La sapologie c’est une philosophie à part entière. Une sorte de dandysme à l’africaine. « Chez nous, c’est un défi. Si tu ne t’occupes pas de la sape, c’est la sape qui va s’occuper de toi. C’est un choix que tu ne peux pas dévier. Même si tu le dévies, c’est ta femme ou entourage qui va le faire », nous déclare Oko Guy, ce Congolais de 40 ans résidant à Savigny-sur-Orge dans le département de l’Essonne (91). Pour certains sapeurs, la sape s’apparente à une religion à qui on peut tout sacrifier. Même si ce client de la boutique Connivences s’en défend : « Ce n’est pas une religion il y a qu’un seul Dieu. Enfin, ça dépend des gens. C’est plus, une philosophie gravée dans nos têtes comme une pièce d’ordinateur, je ne sais pas si c’est la pièce mémoire ou centrale, mais personne ne le sait ».

Pourtant, cette passion de la sape fait faire des folies. A 60 ans, Jean-Marc, amoureux des belles chaussures, est célibataire sans enfants. « Depuis 14 ans, je me passionne pour les chaussures. Quand je vois quelqu’un de bien habillé, la première chose qui attire mon attention c’est ses chaussures », assure-t-il. « Quelles sont vos chaussures préférées ? Les anglaises (John Lobb), puis les françaises (Weston), et enfin les italiennes (Aubercy) », nous répond ce Congolais qui dépense pas moins de 3000 euros par an -car pour une belle chaussure il faut compter minimum 400 euros. Pour assouvir ses besoins en chaussures, il fait donc énormément de sacrifices : « En effet, beaucoup d’astreintes, des priorités sacrifiées, on se prive également de bien manger. Et, à cause de ces sacrifices, on sacrifie aussi notre propre vie. Ça fait 36 ans que je suis en France et je ne suis toujours pas retourné au pays ».

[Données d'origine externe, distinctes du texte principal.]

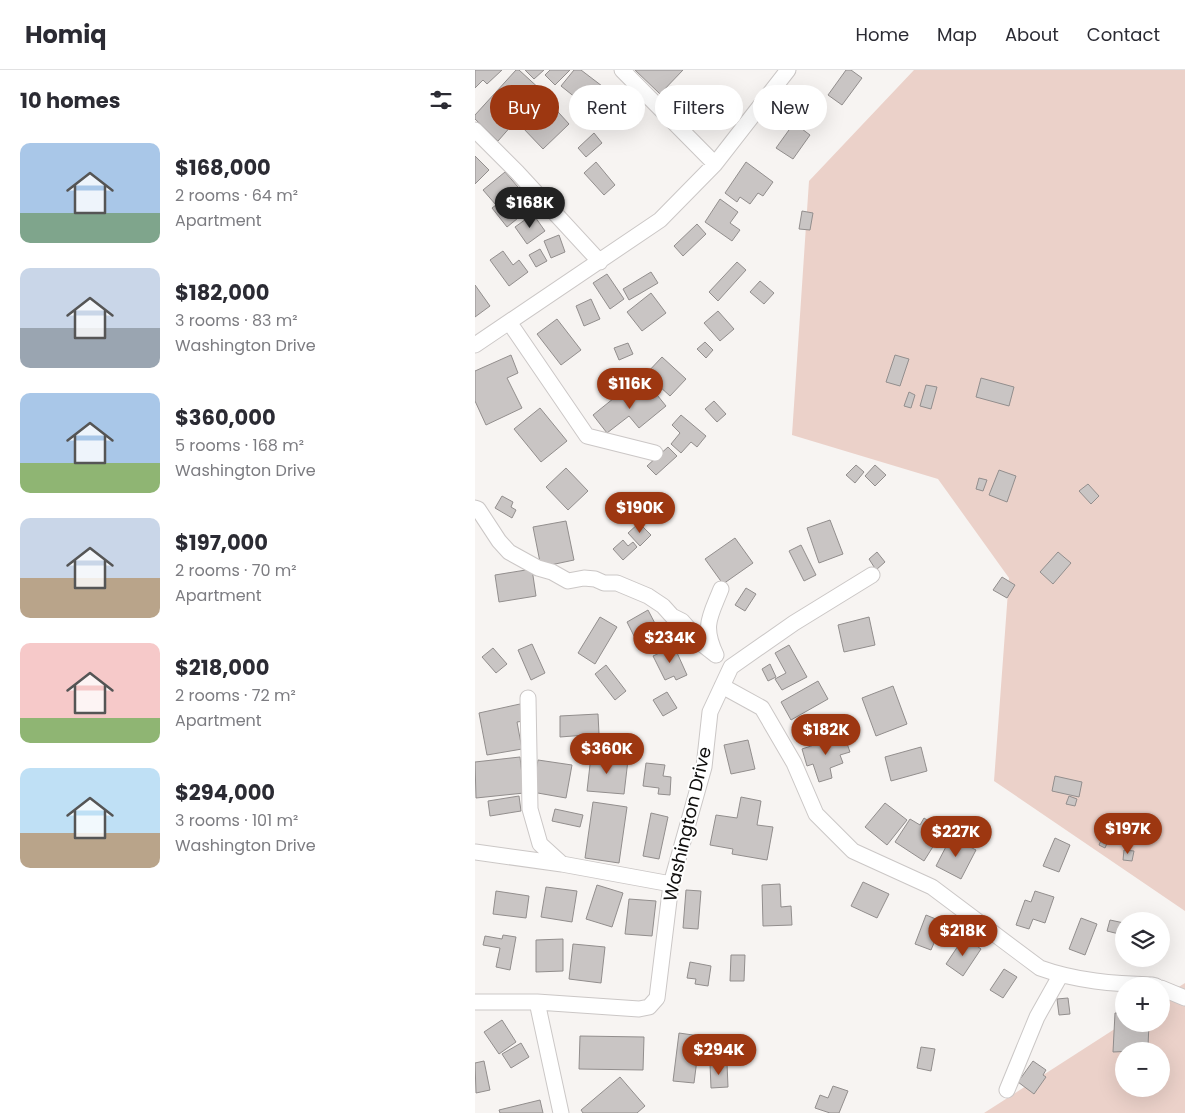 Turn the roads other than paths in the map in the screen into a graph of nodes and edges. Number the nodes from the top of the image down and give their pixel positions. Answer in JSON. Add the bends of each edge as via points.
{"nodes":[{"id":1,"x":622,"y":70,"type":"edge"},
{"id":2,"x":788,"y":70,"type":"edge"},
{"id":3,"x":475,"y":130,"type":"edge"},
{"id":4,"x":715,"y":164,"type":"junction"},
{"id":5,"x":600,"y":262,"type":"junction"},
{"id":6,"x":509,"y":322,"type":"junction"},
{"id":7,"x":475,"y":345,"type":"edge"},
{"id":8,"x":655,"y":453,"type":"dead end"},
{"id":9,"x":475,"y":508,"type":"edge"},
{"id":10,"x":873,"y":575,"type":"dead end"},
{"id":11,"x":721,"y":589,"type":"dead end"},
{"id":12,"x":716,"y":655,"type":"junction"},
{"id":13,"x":731,"y":667,"type":"junction"},
{"id":14,"x":722,"y":686,"type":"junction"},
{"id":15,"x":528,"y":698,"type":"dead end"},
{"id":16,"x":475,"y":852,"type":"edge"},
{"id":17,"x":562,"y":864,"type":"junction"},
{"id":18,"x":671,"y":884,"type":"junction"},
{"id":19,"x":1060,"y":976,"type":"junction"},
{"id":20,"x":1115,"y":984,"type":"edge"},
{"id":21,"x":1170,"y":992,"type":"edge"},
{"id":22,"x":1185,"y":998,"type":"edge"},
{"id":23,"x":475,"y":1002,"type":"edge"},
{"id":24,"x":537,"y":1002,"type":"junction"},
{"id":25,"x":1007,"y":1090,"type":"dead end"},
{"id":26,"x":561,"y":1113,"type":"edge"}],
"edges":[{"from":1,"to":4,"type":"street"},
{"from":2,"to":4,"type":"street"},
{"from":3,"to":5,"type":"street"},
{"from":4,"to":5,"type":"street","via":[[660,220]]},
{"from":5,"to":6,"type":"street"},
{"from":6,"to":7,"type":"street"},
{"from":6,"to":8,"type":"street","via":[[587,436]]},
{"from":9,"to":12,"type":"street","via":[[509,552],[568,581],[584,578],[617,583],[648,596],[682,621]]},
{"from":10,"to":13,"type":"street","name":"Washington Drive","via":[[793,623]]},
{"from":11,"to":12,"type":"street","via":[[708,623],[709,641]]},
{"from":12,"to":13,"type":"street"},
{"from":13,"to":14,"type":"street","name":"Washington Drive"},
{"from":14,"to":18,"type":"street","name":"Washington Drive","via":[[710,712],[704,767]]},
{"from":14,"to":19,"type":"street","via":[[762,708],[794,763],[816,814],[853,852],[933,887],[1040,968]]},
{"from":15,"to":17,"type":"street","via":[[530,809],[540,844]]},
{"from":16,"to":17,"type":"street"},
{"from":17,"to":18,"type":"street"},
{"from":18,"to":24,"type":"street","name":"Washington Drive","via":[[657,998],[649,1007]]},
{"from":19,"to":20,"type":"street"},
{"from":19,"to":25,"type":"street","via":[[1037,1017]]},
{"from":21,"to":22,"type":"street"},
{"from":23,"to":24,"type":"street","name":"Washington Drive"},
{"from":24,"to":26,"type":"street"}]} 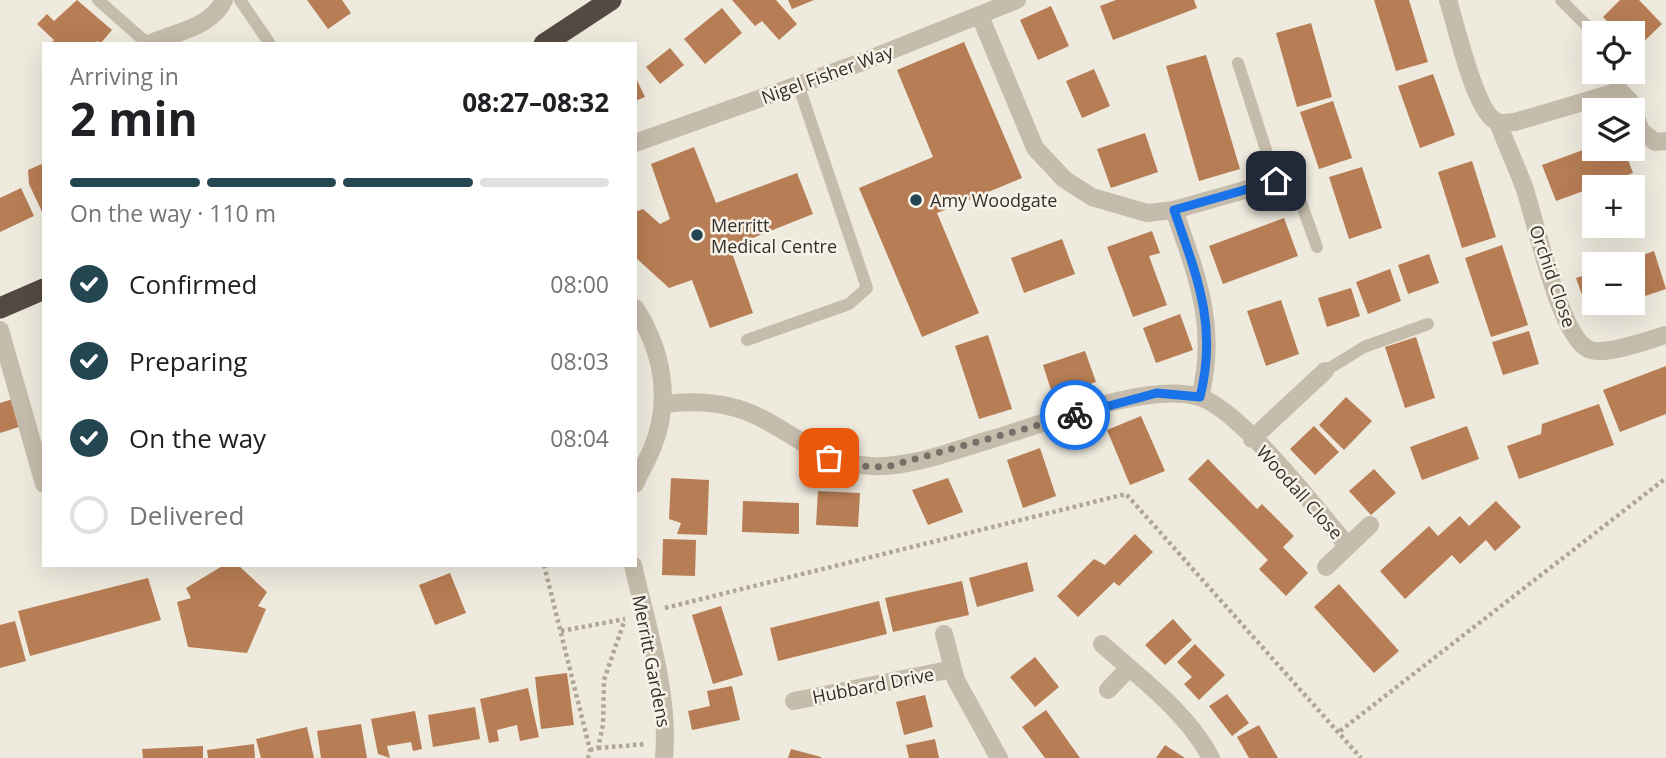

C’est cette dérive que fustige Axelle Arnaut-Kabou. Pourquoi ils dépensent tant d’argent dans la sape ? « A cause de la brièveté de la vie. Le manque de culture d’épargne. La pauvreté : j’ai tellement été pauvre et la seule manière pour moi de me distinguer c’est de m’habiller car je ne peux pas m’offrir une voiture de luxe. Enfin, la peur de la mort : avant de mourir, je profite tout de suite de la vie ! », analyse pour Afrik.com la sociologue également écrivaine du livre « Et si l’Afrique refusait le développement ».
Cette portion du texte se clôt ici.